*Task prompt*.
This exercise asks for the records to be retyped exactly as they read.

Stored data entries
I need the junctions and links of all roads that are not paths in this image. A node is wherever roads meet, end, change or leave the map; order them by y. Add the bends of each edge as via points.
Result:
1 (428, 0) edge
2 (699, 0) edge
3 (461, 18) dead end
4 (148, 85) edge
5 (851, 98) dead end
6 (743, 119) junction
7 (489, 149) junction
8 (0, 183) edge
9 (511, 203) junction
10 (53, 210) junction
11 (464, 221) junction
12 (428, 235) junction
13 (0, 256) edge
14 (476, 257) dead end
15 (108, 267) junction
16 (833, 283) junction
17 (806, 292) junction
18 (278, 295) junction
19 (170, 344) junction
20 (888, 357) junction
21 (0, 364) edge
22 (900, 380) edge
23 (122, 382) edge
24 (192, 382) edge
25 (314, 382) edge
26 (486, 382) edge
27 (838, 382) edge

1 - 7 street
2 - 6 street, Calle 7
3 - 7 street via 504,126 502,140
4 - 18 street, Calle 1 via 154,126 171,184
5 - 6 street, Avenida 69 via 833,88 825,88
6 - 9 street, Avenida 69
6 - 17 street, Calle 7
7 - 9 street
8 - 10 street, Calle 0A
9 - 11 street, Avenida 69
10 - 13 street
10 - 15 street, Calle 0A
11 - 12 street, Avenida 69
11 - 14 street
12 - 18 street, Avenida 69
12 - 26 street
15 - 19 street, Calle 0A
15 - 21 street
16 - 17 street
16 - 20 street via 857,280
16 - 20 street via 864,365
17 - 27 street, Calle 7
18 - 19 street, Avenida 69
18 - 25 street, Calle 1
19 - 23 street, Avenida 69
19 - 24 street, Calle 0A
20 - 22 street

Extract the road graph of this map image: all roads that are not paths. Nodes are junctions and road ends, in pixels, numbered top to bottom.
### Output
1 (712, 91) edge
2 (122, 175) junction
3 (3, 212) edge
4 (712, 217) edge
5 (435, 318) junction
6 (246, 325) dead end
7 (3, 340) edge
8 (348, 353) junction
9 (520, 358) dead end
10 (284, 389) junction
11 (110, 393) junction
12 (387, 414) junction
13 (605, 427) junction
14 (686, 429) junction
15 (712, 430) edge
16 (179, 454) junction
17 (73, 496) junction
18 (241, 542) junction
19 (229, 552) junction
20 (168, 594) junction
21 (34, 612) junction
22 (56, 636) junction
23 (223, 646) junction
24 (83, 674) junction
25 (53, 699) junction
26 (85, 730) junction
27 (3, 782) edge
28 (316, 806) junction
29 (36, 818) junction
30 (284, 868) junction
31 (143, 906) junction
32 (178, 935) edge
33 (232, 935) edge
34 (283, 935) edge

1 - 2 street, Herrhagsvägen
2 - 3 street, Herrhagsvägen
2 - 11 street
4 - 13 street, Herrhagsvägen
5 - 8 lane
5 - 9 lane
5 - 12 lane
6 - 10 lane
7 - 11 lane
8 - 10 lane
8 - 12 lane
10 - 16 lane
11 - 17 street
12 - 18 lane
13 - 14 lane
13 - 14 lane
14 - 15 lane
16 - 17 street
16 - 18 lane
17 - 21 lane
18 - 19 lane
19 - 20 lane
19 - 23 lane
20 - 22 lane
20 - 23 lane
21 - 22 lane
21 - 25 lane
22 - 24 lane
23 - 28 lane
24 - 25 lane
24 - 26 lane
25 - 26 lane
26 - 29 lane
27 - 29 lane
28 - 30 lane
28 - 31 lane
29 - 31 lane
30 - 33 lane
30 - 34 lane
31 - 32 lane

*Solution for this exercise*.
I need the junctions and links of all roads that are not paths in this image. A node is wherever roads meet, end, change or leave the map; order them by y. Add the bends of each edge as via points.
Result:
1 (428, 0) edge
2 (699, 0) edge
3 (461, 18) dead end
4 (148, 85) edge
5 (851, 98) dead end
6 (743, 119) junction
7 (489, 149) junction
8 (0, 183) edge
9 (511, 203) junction
10 (53, 210) junction
11 (464, 221) junction
12 (428, 235) junction
13 (0, 256) edge
14 (476, 257) dead end
15 (108, 267) junction
16 (833, 283) junction
17 (806, 292) junction
18 (278, 295) junction
19 (170, 344) junction
20 (888, 357) junction
21 (0, 364) edge
22 (900, 380) edge
23 (122, 382) edge
24 (192, 382) edge
25 (314, 382) edge
26 (486, 382) edge
27 (838, 382) edge

1 - 7 street
2 - 6 street, Calle 7
3 - 7 street via 504,126 502,140
4 - 18 street, Calle 1 via 154,126 171,184
5 - 6 street, Avenida 69 via 833,88 825,88
6 - 9 street, Avenida 69
6 - 17 street, Calle 7
7 - 9 street
8 - 10 street, Calle 0A
9 - 11 street, Avenida 69
10 - 13 street
10 - 15 street, Calle 0A
11 - 12 street, Avenida 69
11 - 14 street
12 - 18 street, Avenida 69
12 - 26 street
15 - 19 street, Calle 0A
15 - 21 street
16 - 17 street
16 - 20 street via 857,280
16 - 20 street via 864,365
17 - 27 street, Calle 7
18 - 19 street, Avenida 69
18 - 25 street, Calle 1
19 - 23 street, Avenida 69
19 - 24 street, Calle 0A
20 - 22 street

Extract the road graph of this map image: all roads that are not paths. Nodes are junctions and road ends, in pixels, numbered top to bottom.
### Output
1 (712, 91) edge
2 (122, 175) junction
3 (3, 212) edge
4 (712, 217) edge
5 (435, 318) junction
6 (246, 325) dead end
7 (3, 340) edge
8 (348, 353) junction
9 (520, 358) dead end
10 (284, 389) junction
11 (110, 393) junction
12 (387, 414) junction
13 (605, 427) junction
14 (686, 429) junction
15 (712, 430) edge
16 (179, 454) junction
17 (73, 496) junction
18 (241, 542) junction
19 (229, 552) junction
20 (168, 594) junction
21 (34, 612) junction
22 (56, 636) junction
23 (223, 646) junction
24 (83, 674) junction
25 (53, 699) junction
26 (85, 730) junction
27 (3, 782) edge
28 (316, 806) junction
29 (36, 818) junction
30 (284, 868) junction
31 (143, 906) junction
32 (178, 935) edge
33 (232, 935) edge
34 (283, 935) edge

1 - 2 street, Herrhagsvägen
2 - 3 street, Herrhagsvägen
2 - 11 street
4 - 13 street, Herrhagsvägen
5 - 8 lane
5 - 9 lane
5 - 12 lane
6 - 10 lane
7 - 11 lane
8 - 10 lane
8 - 12 lane
10 - 16 lane
11 - 17 street
12 - 18 lane
13 - 14 lane
13 - 14 lane
14 - 15 lane
16 - 17 street
16 - 18 lane
17 - 21 lane
18 - 19 lane
19 - 20 lane
19 - 23 lane
20 - 22 lane
20 - 23 lane
21 - 22 lane
21 - 25 lane
22 - 24 lane
23 - 28 lane
24 - 25 lane
24 - 26 lane
25 - 26 lane
26 - 29 lane
27 - 29 lane
28 - 30 lane
28 - 31 lane
29 - 31 lane
30 - 33 lane
30 - 34 lane
31 - 32 lane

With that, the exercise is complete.